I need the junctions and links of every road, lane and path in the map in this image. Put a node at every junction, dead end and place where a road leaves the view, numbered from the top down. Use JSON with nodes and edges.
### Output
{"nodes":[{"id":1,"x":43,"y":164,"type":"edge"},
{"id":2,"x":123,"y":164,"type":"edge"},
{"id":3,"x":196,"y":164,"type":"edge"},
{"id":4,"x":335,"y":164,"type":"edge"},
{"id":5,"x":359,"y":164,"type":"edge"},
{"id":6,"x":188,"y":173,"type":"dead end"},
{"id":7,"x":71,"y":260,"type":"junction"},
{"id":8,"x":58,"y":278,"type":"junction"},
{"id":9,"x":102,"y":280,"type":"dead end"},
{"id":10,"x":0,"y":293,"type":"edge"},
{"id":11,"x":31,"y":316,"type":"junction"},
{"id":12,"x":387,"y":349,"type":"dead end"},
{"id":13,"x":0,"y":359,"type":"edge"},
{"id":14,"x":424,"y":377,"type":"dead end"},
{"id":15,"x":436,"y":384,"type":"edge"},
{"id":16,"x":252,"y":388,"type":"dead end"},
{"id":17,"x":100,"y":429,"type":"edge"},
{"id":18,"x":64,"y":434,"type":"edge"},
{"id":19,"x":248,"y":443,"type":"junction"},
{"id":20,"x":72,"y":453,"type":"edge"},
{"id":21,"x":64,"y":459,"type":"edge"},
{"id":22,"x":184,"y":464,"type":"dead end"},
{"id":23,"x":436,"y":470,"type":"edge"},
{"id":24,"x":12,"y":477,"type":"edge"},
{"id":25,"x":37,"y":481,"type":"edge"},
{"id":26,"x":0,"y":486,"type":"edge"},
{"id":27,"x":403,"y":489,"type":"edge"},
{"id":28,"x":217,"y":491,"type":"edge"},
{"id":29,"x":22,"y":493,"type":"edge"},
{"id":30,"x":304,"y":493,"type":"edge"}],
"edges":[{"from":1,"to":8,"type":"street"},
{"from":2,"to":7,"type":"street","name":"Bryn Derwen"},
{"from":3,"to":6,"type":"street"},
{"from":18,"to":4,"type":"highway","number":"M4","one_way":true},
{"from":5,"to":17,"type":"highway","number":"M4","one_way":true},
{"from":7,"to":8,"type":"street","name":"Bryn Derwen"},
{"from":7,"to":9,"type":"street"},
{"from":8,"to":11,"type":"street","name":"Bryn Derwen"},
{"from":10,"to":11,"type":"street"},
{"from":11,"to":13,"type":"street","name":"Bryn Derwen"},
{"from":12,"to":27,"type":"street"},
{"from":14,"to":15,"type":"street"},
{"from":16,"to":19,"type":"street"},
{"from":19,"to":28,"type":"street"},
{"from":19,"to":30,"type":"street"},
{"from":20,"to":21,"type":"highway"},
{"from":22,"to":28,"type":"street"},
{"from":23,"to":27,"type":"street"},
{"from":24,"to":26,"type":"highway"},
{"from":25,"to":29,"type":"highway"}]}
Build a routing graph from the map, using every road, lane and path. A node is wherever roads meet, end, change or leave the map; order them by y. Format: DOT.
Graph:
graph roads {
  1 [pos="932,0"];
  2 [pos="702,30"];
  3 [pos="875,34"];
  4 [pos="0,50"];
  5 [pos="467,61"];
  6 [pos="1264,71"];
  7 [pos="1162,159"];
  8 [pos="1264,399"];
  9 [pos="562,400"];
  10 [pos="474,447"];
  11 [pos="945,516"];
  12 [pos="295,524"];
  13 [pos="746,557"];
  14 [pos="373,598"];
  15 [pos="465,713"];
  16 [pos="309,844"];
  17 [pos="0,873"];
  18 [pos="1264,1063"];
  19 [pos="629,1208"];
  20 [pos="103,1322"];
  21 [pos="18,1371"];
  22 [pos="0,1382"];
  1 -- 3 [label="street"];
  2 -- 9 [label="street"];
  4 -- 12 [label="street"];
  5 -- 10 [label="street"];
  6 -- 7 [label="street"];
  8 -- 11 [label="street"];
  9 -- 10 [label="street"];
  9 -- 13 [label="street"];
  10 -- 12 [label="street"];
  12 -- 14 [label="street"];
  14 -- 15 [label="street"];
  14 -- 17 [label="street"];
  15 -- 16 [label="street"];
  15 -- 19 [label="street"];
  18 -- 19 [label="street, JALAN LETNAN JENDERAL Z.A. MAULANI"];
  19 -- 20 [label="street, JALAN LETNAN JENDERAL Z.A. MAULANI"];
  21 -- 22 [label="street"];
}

──────────────────────────────

Problem description. Check each line above for the word "JENDERAL", and copy the lines where it appears.

Result.
  18 -- 19 [label="street, JALAN LETNAN JENDERAL Z.A. MAULANI"];
  19 -- 20 [label="street, JALAN LETNAN JENDERAL Z.A. MAULANI"];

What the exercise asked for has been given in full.